Proverbs 22:1 confirms the value of a good reputation: “A good name is to be chosen rather than great riches, loving favor rather than silver and gold.” God's desire for faithfulness in us is seen in His many reminders to us to keep His commandments. A good continuing relationship with Him is established on trust, dependability, and responsibility in His children, who speak wisely and keep their word.
The second point Solomon touches on is that a person must prepare for his death (Ecclesiastes 7:1). That we will die is a reality. Especially during youth, we easily overlook the reality of approaching death as we focus on the present. More importantly, Ecclesiastes is written primarily for the benefit of the converted, which means we get only one chance to make the most of our calling. Thus, when we die, there is no changing our reputations from the reality of how they turned out to what they might have been. Proverbs 10:2 tells us bluntly, “Treasures of wickedness profit nothing, but righteousness delivers from death.”

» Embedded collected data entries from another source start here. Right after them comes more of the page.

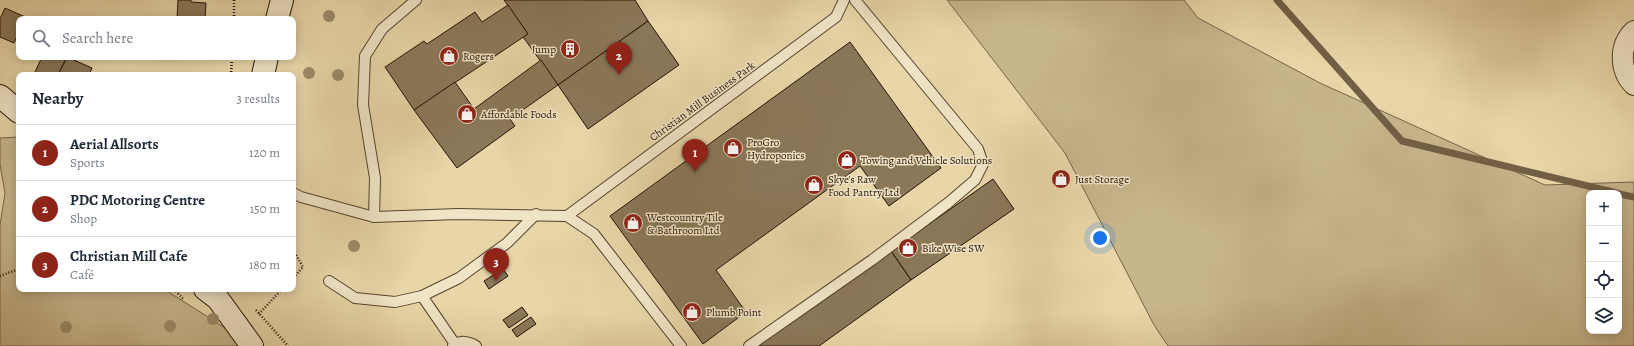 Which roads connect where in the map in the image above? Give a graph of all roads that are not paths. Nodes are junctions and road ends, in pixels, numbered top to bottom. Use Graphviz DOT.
graph roads {
  1 [pos="282,0"];
  2 [pos="416,0"];
  3 [pos="844,0"];
  4 [pos="855,0"];
  5 [pos="278,16"];
  6 [pos="1634,31"];
  7 [pos="266,60"];
  8 [pos="264,72"];
  9 [pos="1634,85"];
  10 [pos="0,96"];
  11 [pos="16,109"];
  12 [pos="296,194"];
  13 [pos="536,214"];
  14 [pos="567,216"];
  15 [pos="374,217"];
  16 [pos="329,281"];
  17 [pos="209,292"];
  18 [pos="422,296"];
  19 [pos="454,345"];
  20 [pos="252,346"];
  21 [pos="476,346"];
  22 [pos="681,346"];
  23 [pos="750,346"];
  1 -- 5 [label="main road"];
  2 -- 15 [label="lane"];
  3 -- 14 [label="lane, Christian Mill Business Park"];
  4 -- 23 [label="lane"];
  6 -- 9 [label="street"];
  7 -- 8 [label="main road"];
  10 -- 11 [label="main road"];
  12 -- 15 [label="lane"];
  13 -- 14 [label="lane"];
  13 -- 15 [label="lane"];
  13 -- 18 [label="lane"];
  14 -- 22 [label="lane"];
  16 -- 18 [label="lane"];
  17 -- 20 [label="main road"];
  18 -- 19 [label="lane"];
  19 -- 21 [label="lane"];
} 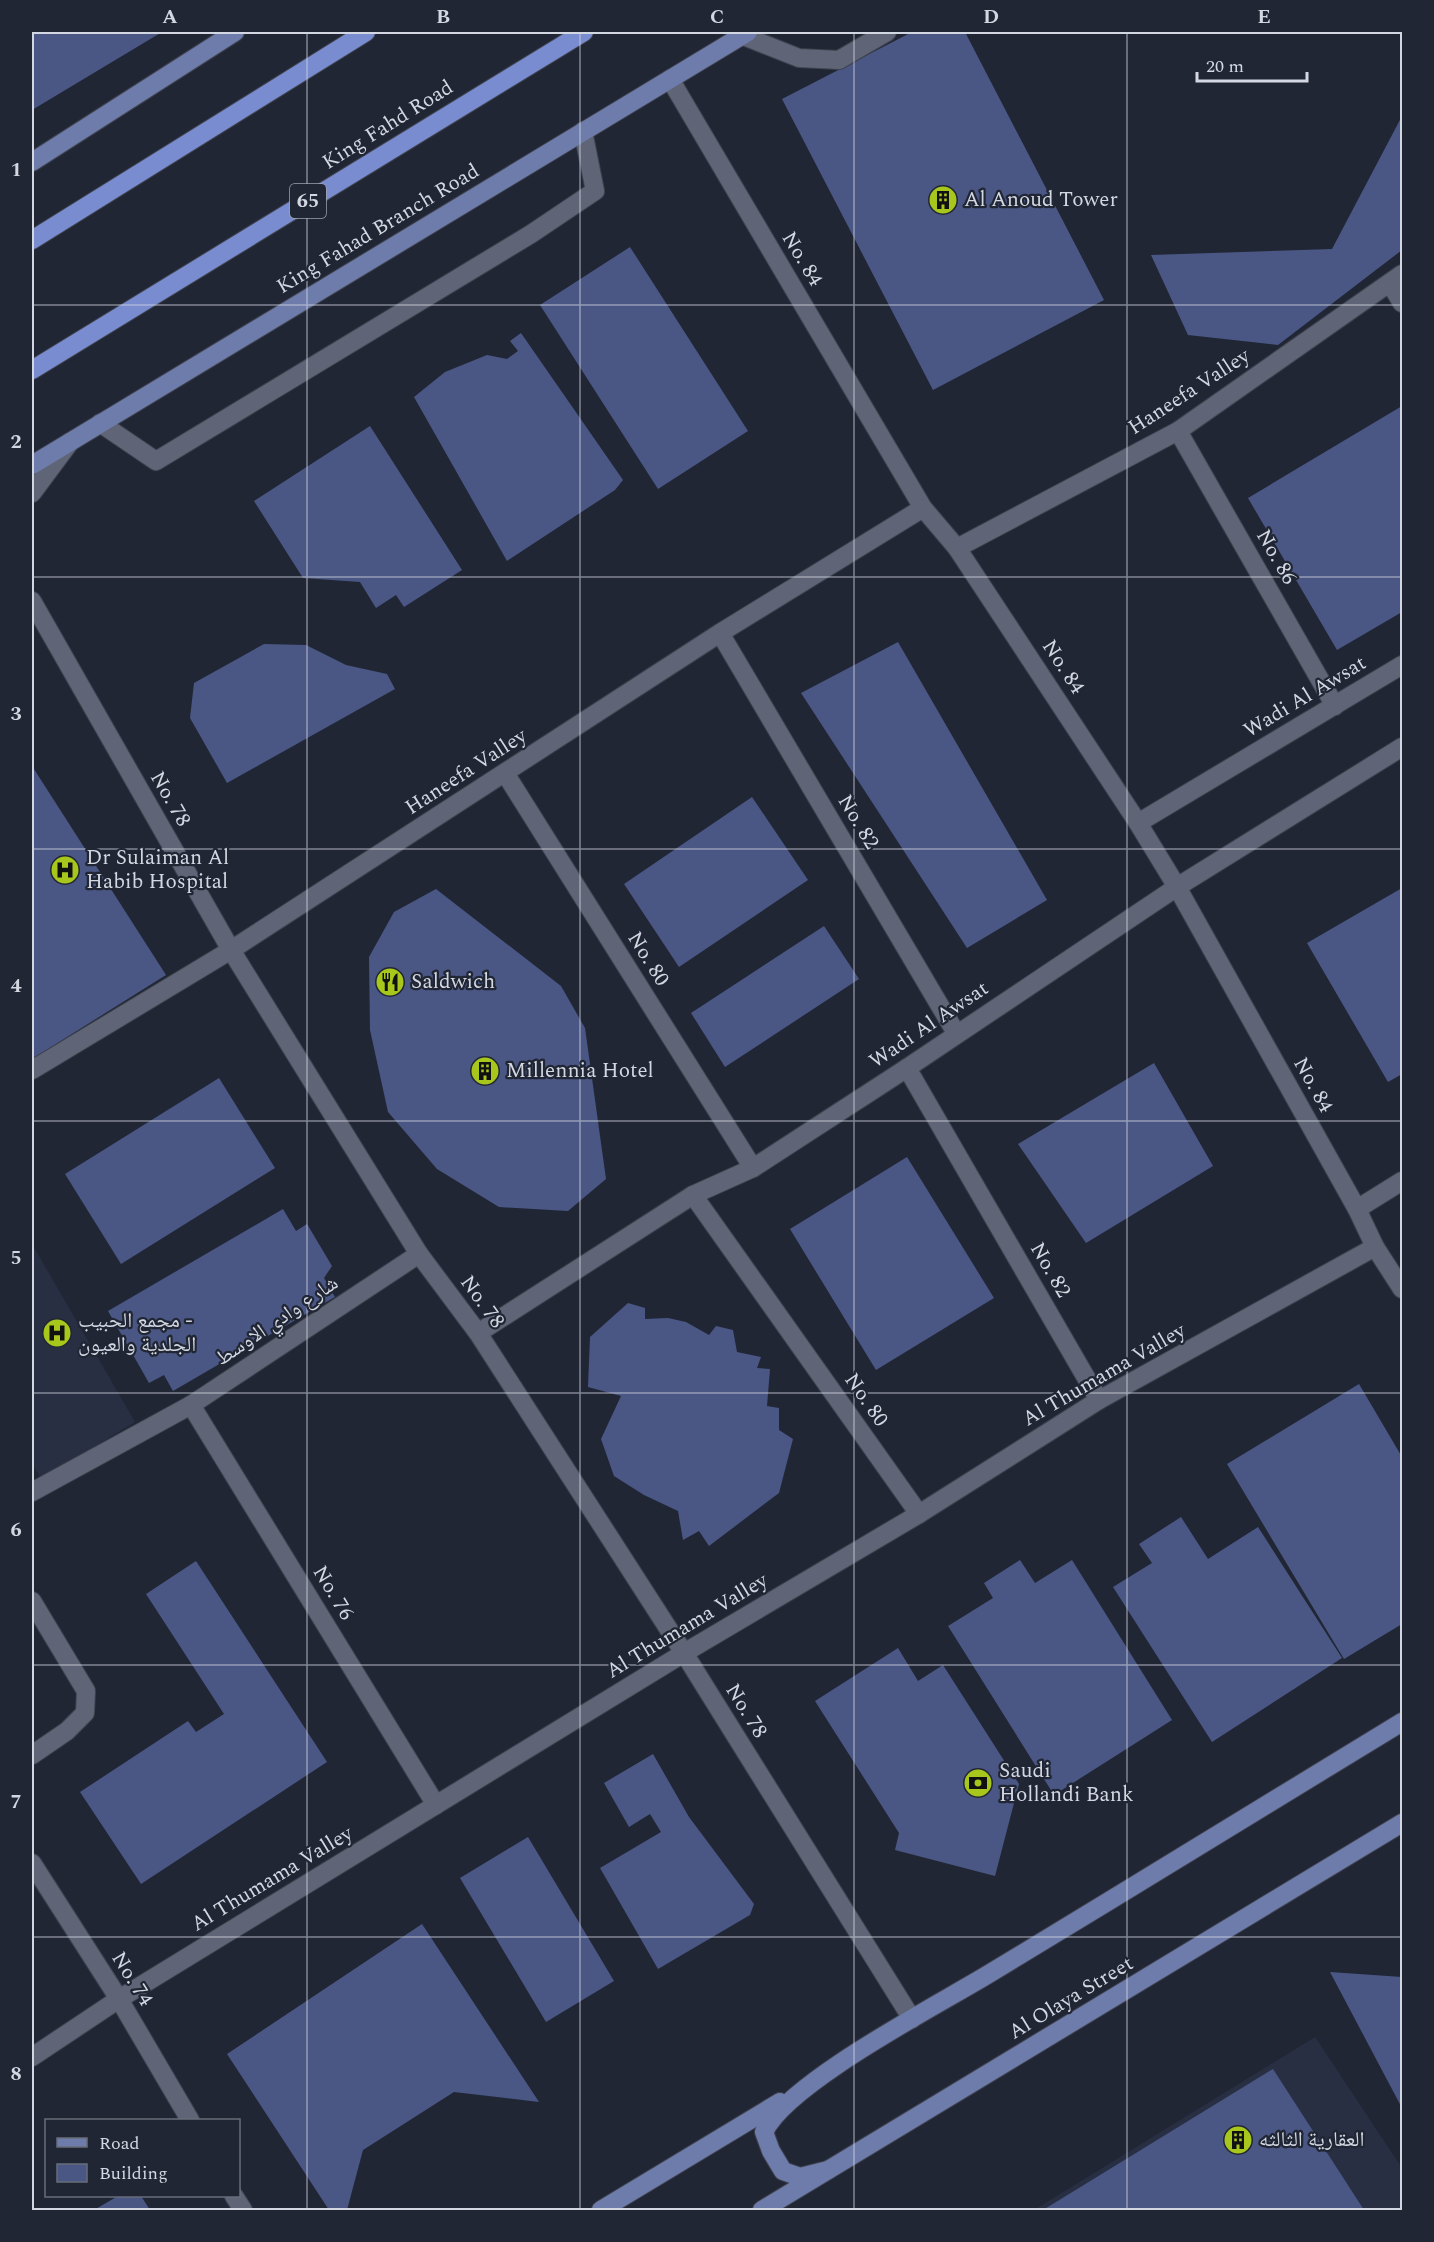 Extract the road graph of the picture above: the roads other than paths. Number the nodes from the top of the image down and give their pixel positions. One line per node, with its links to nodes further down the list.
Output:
1 (235, 32): 8 (main road)
2 (366, 32): 9 (highway)
3 (584, 32): 12 (highway, King Fahd Road / 65)
4 (887, 32): 5 (street)
5 (745, 33): 6 (main road, King Fahad Branch Road)
6 (670, 79): 7 (main road, King Fahad Branch Road); 18 (street, No. 84)
7 (583, 131): 13 (main road, King Fahad Branch Road); 13 (street)
8 (32, 162)
9 (32, 240)
10 (1396, 279): 11 (street); 14 (street, Haneefa Valley)
11 (1402, 303)
12 (32, 370)
13 (100, 423): 15 (main road, King Fahad Branch Road)
14 (1178, 431): 19 (street, Haneefa Valley); 23 (street, No. 86)
15 (71, 441): 16 (main road, King Fahad Branch Road); 17 (street)
16 (32, 465)
17 (32, 493)
18 (923, 508): 19 (street, No. 84); 21 (street, Haneefa Valley)
19 (957, 548): 26 (street, No. 84)
20 (32, 601): 28 (street, No. 78)
21 (720, 633): 25 (street, Haneefa Valley); 29 (street, No. 82)
22 (1402, 665): 23 (street, Wadi Al Awsat)
23 (1335, 706): 26 (street, Wadi Al Awsat)
24 (1402, 747): 27 (street, Wadi Al Awsat)
25 (505, 773): 28 (street, Haneefa Valley); 32 (street, No. 80)
26 (1138, 823): 27 (street, No. 84)
27 (1177, 888): 29 (street, Wadi Al Awsat); 35 (street, No. 84)
28 (231, 950): 31 (street, Haneefa Valley); 37 (street, No. 78)
29 (956, 1033): 30 (street, Wadi Al Awsat)
30 (907, 1068): 32 (street, Wadi Al Awsat); 40 (street, No. 82)
31 (32, 1070)
32 (753, 1168): 34 (street, Wadi Al Awsat)
33 (1402, 1181): 35 (street)
34 (693, 1195): 39 (street, Wadi Al Awsat); 43 (street, No. 80)
35 (1357, 1209): 36 (street, No. 84)
36 (1375, 1247): 38 (street, No. 84); 40 (street, Al Thumama Valley)
37 (419, 1254): 39 (street, No. 78); 41 (street, شارع وادي الاوسط)
38 (1402, 1289)
39 (478, 1333): 45 (street, No. 78)
40 (1099, 1400): 43 (street, Al Thumama Valley)
41 (191, 1405): 42 (street, شارع وادي الاوسط); 48 (street, No. 76)
42 (32, 1492)
43 (919, 1514): 45 (street, Al Thumama Valley)
44 (32, 1601): 47 (street)
45 (684, 1653): 48 (street, Al Thumama Valley); 52 (street, No. 78)
46 (1402, 1722): 52 (main road)
47 (32, 1755)
48 (436, 1806): 51 (street, Al Thumama Valley)
49 (1402, 1823): 56 (main road, Al Olaya Street)
50 (32, 1863): 51 (street, No. 74)
51 (119, 2000): 53 (street, Al Thumama Valley); 55 (street, No. 74)
52 (912, 2019): 54 (main road)
53 (32, 2057)
54 (812, 2083): 56 (main road); 59 (main road)
55 (189, 2119)
56 (828, 2170): 60 (main road, Al Olaya Street)
57 (235, 2197): 58 (street)
58 (243, 2211)
59 (601, 2211)
60 (762, 2211)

The third element Solomon broaches is that we learn more from difficult times than from the times we would consider “good” (Ecclesiastes 7:2). We may not enjoy days of difficulty, but if we are seriously considering the consequences of our choices, we find that the difficult times force us to consider our ways and make corrections. “Fun,” on the other hand, influences us to remain as we are.
Solomon is not saying we should go out of our way searching for difficulty, but that difficulty is a part of every life, and we must face it if we are to be more fully developed. Proverbs 21:25 reminds us, “The desire of the lazy man kills him, for his hands refuse to labor.” If an individual does not work, he does not produce, and his life is without value.
His fourth point reinforces the third by modifying the illustration (Ecclesiastes 7:3-4). He reminds us that the wise person's heart disciplines him to make profitable use of difficult times, while those in the house of fools consistently look for fun, fun, fun. The lesson: Life does not reward a person of no achievement, and achievement requires effort. The apostle Paul sharply charges us by his example in I Corinthians 9:26-27:“Therefore I run thus: not with uncertainty. Thus I fight: not as one who beats the air. But I discipline my body and bring it into subjection, lest, when I have preached to others, I myself should become disqualified.”